I think that the most immediate way in which to explore outside the bounds of reason is through meditation. The Romantics may not have called their walks through nature meditation, but that is definitely what they were doing. Contemporary life does not always lend to the physical exploration of natural settings, so meditation offers a sort of out of body experience that can happen in your own home. I always thought of meditating just as a way for the body to relax, a calming experience rather than an internal exploration. My sister-in-law encouraged me to start meditating for a half hour or so every day to help with anxieties and stress, etc.
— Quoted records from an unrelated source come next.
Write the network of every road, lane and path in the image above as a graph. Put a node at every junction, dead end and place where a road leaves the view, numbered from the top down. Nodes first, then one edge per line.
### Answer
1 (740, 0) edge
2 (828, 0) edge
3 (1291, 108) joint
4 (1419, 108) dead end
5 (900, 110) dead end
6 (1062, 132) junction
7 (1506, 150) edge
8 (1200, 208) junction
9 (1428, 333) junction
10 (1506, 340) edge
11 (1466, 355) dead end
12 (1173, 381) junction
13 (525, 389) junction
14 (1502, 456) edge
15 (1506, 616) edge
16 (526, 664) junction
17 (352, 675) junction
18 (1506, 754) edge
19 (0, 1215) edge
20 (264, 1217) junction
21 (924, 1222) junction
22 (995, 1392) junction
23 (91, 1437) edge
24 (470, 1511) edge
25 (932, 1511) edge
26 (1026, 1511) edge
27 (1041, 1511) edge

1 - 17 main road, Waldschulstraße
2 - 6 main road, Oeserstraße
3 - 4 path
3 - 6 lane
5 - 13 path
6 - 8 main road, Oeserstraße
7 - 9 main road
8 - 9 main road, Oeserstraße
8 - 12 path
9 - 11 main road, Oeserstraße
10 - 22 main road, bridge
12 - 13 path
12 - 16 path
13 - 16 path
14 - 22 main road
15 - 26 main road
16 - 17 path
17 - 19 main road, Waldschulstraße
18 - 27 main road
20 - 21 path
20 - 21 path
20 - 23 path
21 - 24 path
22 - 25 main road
But then she came over with a guided meditation of past life regressions and asked if I was interested (she was doing a paper for one of her graduate classes). I thought that it would be fun to try, but I didn't think that anything could actually happen because I have never really been able to relax enough to be hypnotized. But it turned out to be an amazing exercise in allowing the imaginative mind to overtake your corporeal body, and all rationality or reason aside, explore parts of the mind that I didn't think accessible.
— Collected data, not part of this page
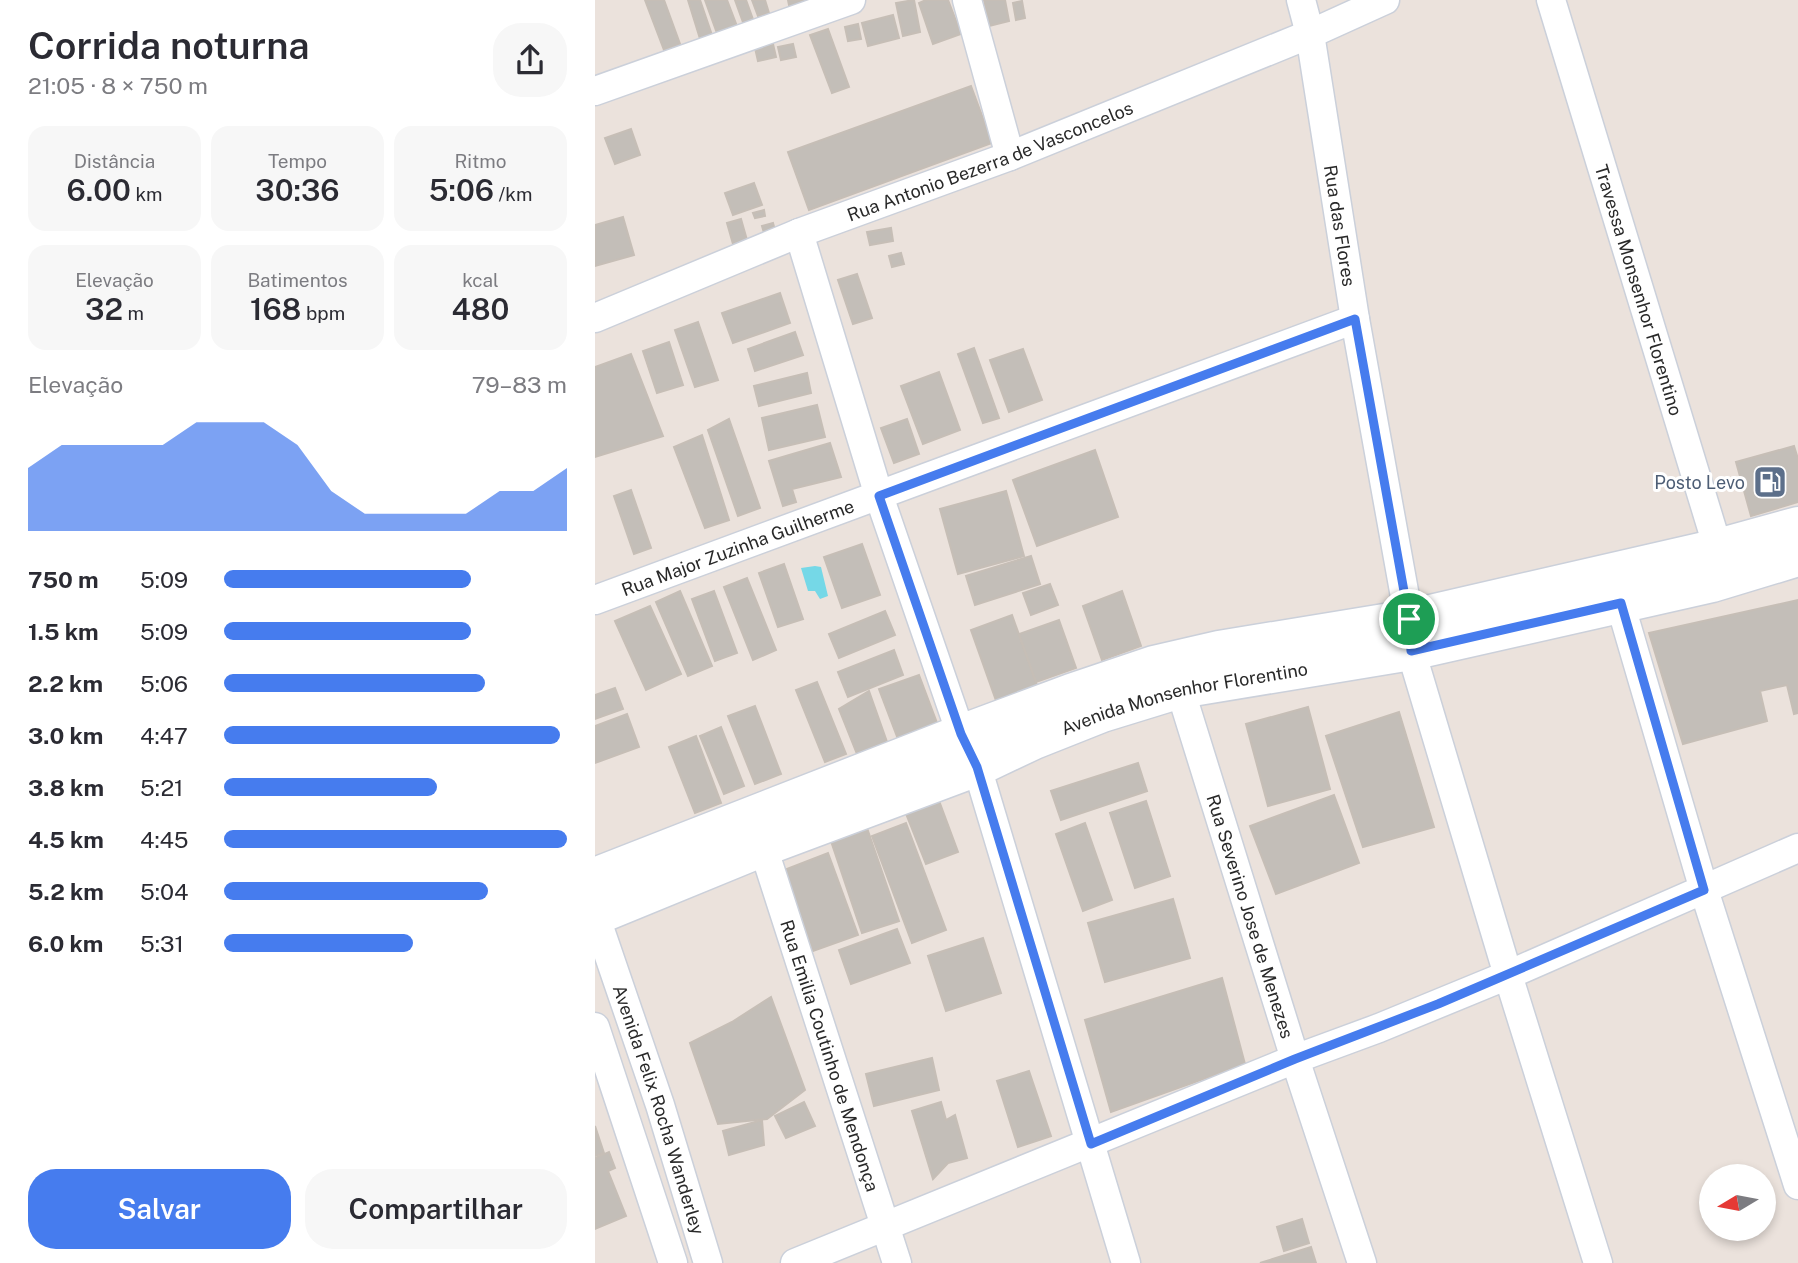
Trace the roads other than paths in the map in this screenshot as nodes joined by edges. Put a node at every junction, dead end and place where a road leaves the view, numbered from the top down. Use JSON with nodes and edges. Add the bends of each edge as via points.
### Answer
{"nodes":[{"id":1,"x":967,"y":0,"type":"edge"},
{"id":2,"x":1301,"y":0,"type":"edge"},
{"id":3,"x":1385,"y":0,"type":"edge"},
{"id":4,"x":1551,"y":0,"type":"edge"},
{"id":5,"x":837,"y":2,"type":"edge"},
{"id":6,"x":1310,"y":34,"type":"junction"},
{"id":7,"x":595,"y":91,"type":"edge"},
{"id":8,"x":1010,"y":156,"type":"junction"},
{"id":9,"x":799,"y":233,"type":"junction"},
{"id":10,"x":595,"y":318,"type":"edge"},
{"id":11,"x":1355,"y":319,"type":"junction"},
{"id":12,"x":879,"y":496,"type":"junction"},
{"id":13,"x":1798,"y":527,"type":"edge"},
{"id":14,"x":1798,"y":557,"type":"edge"},
{"id":15,"x":1722,"y":563,"type":"junction"},
{"id":16,"x":595,"y":600,"type":"edge"},
{"id":17,"x":1621,"y":603,"type":"junction"},
{"id":18,"x":1410,"y":635,"type":"junction"},
{"id":19,"x":1180,"y":689,"type":"junction"},
{"id":20,"x":969,"y":751,"type":"junction"},
{"id":21,"x":763,"y":847,"type":"junction"},
{"id":22,"x":1798,"y":848,"type":"edge"},
{"id":23,"x":595,"y":877,"type":"edge"},
{"id":24,"x":1704,"y":890,"type":"junction"},
{"id":25,"x":595,"y":916,"type":"edge"},
{"id":26,"x":1508,"y":975,"type":"junction"},
{"id":27,"x":595,"y":1027,"type":"edge"},
{"id":28,"x":1295,"y":1059,"type":"junction"},
{"id":29,"x":1091,"y":1144,"type":"junction"},
{"id":30,"x":1798,"y":1185,"type":"edge"},
{"id":31,"x":885,"y":1227,"type":"junction"},
{"id":32,"x":673,"y":1263,"type":"edge"},
{"id":33,"x":708,"y":1263,"type":"edge"},
{"id":34,"x":795,"y":1263,"type":"edge"},
{"id":35,"x":897,"y":1263,"type":"edge"},
{"id":36,"x":1126,"y":1263,"type":"edge"},
{"id":37,"x":1362,"y":1263,"type":"edge"},
{"id":38,"x":1598,"y":1263,"type":"edge"}],
"edges":[{"from":1,"to":8,"type":"street"},
{"from":2,"to":6,"type":"street","name":"Rua das Flores"},
{"from":3,"to":6,"type":"street","name":"Rua Antonio Bezerra de Vasconcelos"},
{"from":4,"to":15,"type":"street","name":"Travessa Monsenhor Florentino"},
{"from":5,"to":7,"type":"street"},
{"from":6,"to":8,"type":"street","name":"Rua Antonio Bezerra de Vasconcelos"},
{"from":6,"to":11,"type":"street","name":"Rua das Flores"},
{"from":8,"to":9,"type":"street","name":"Rua Antonio Bezerra de Vasconcelos"},
{"from":9,"to":10,"type":"street","name":"Rua Antonio Bezerra de Vasconcelos"},
{"from":9,"to":12,"type":"street"},
{"from":11,"to":12,"type":"street","name":"Rua Major Zuzinha Guilherme"},
{"from":11,"to":18,"type":"street","name":"Rua das Flores"},
{"from":12,"to":16,"type":"street","name":"Rua Major Zuzinha Guilherme"},
{"from":12,"to":20,"type":"street"},
{"from":13,"to":15,"type":"main road","name":"Avenida Monsenhor Florentino"},
{"from":14,"to":15,"type":"main road","name":"Avenida Monsenhor Florentino"},
{"from":15,"to":17,"type":"main road","name":"Avenida Monsenhor Florentino"},
{"from":15,"to":18,"type":"main road","name":"Avenida Monsenhor Florentino"},
{"from":17,"to":18,"type":"main road","name":"Avenida Monsenhor Florentino"},
{"from":17,"to":24,"type":"street"},
{"from":18,"to":19,"type":"main road","name":"Avenida Monsenhor Florentino"},
{"from":18,"to":20,"type":"main road","name":"Avenida Monsenhor Florentino","via":[[1219,650],[1154,665],[1071,693]]},
{"from":18,"to":26,"type":"street","name":"Rua das Flores"},
{"from":19,"to":20,"type":"main road","name":"Avenida Monsenhor Florentino","via":[[1034,740]]},
{"from":19,"to":28,"type":"street","name":"Rua Severino Jose de Menezes"},
{"from":20,"to":21,"type":"main road","name":"Avenida Monsenhor Florentino"},
{"from":20,"to":23,"type":"main road","name":"Avenida Monsenhor Florentino"},
{"from":20,"to":29,"type":"street"},
{"from":21,"to":25,"type":"main road","name":"Avenida Monsenhor Florentino"},
{"from":21,"to":31,"type":"street","name":"Rua Emilia Coutinho de Mendonça"},
{"from":22,"to":24,"type":"street"},
{"from":24,"to":26,"type":"street"},
{"from":24,"to":30,"type":"street"},
{"from":25,"to":33,"type":"street","name":"Avenida Felix Rocha Wanderley"},
{"from":26,"to":28,"type":"street"},
{"from":26,"to":38,"type":"street","name":"Rua das Flores"},
{"from":27,"to":32,"type":"street","name":"Avenida Felix Rocha Wanderley"},
{"from":28,"to":29,"type":"street"},
{"from":28,"to":37,"type":"street","name":"Rua Severino Jose de Menezes"},
{"from":29,"to":31,"type":"street"},
{"from":29,"to":36,"type":"street"},
{"from":31,"to":34,"type":"street"},
{"from":31,"to":35,"type":"street","name":"Rua Emilia Coutinho de Mendonça"}]}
It began as all guided meditations do, dark room, very quiet and relaxed setting, breathing exercises to bring about the most relaxing state. Her voice soothed and quieted my thoughts, focused only on a bright light. As the regression continued, she eventually led me to a door, and as the door opened the threshold of reason and imagination was crossed. Asking descriptive questions about my surroundings, she encouraged me to describe all that I was seeing (silently of course). Where was I? What environment surrounded me? What was I wearing? Was I male or female? Going into this regression, of course I thought about what kind of individual it would be cool to think that I was in a past life. Of course I thought of great women throughout history, in the style of Elizabeth or Marie Antoinette. I can with absolute honesty say that the vision I had during this meditation was the furthest thing from my mind possible. I was standing on the bank of a river, surrounded by green, an ancient temple in the distance. I could feel the cool wind on my naked body. I looked down at my hands, large, dark working hands. I knew that I was male. I didn't see my body, I just understood that I was male and I was naked. I was jerked awake from the vision and I sat up, my sister-in-law curiously asking if I had seen anything. Had the regression worked? And I was silent. My mind was trying to reason what I had just experienced. But I couldn't.
Throughout reading Blake in this class I have been thinking about this experience. I don't necessarily believe that I was actually a man in some ancient civilization (I latched on to Mayan civilization for some reason), but I think that it makes me feel what Blake is trying to express when he says that reason is bounded and that imagination allows us to bridge that boundary.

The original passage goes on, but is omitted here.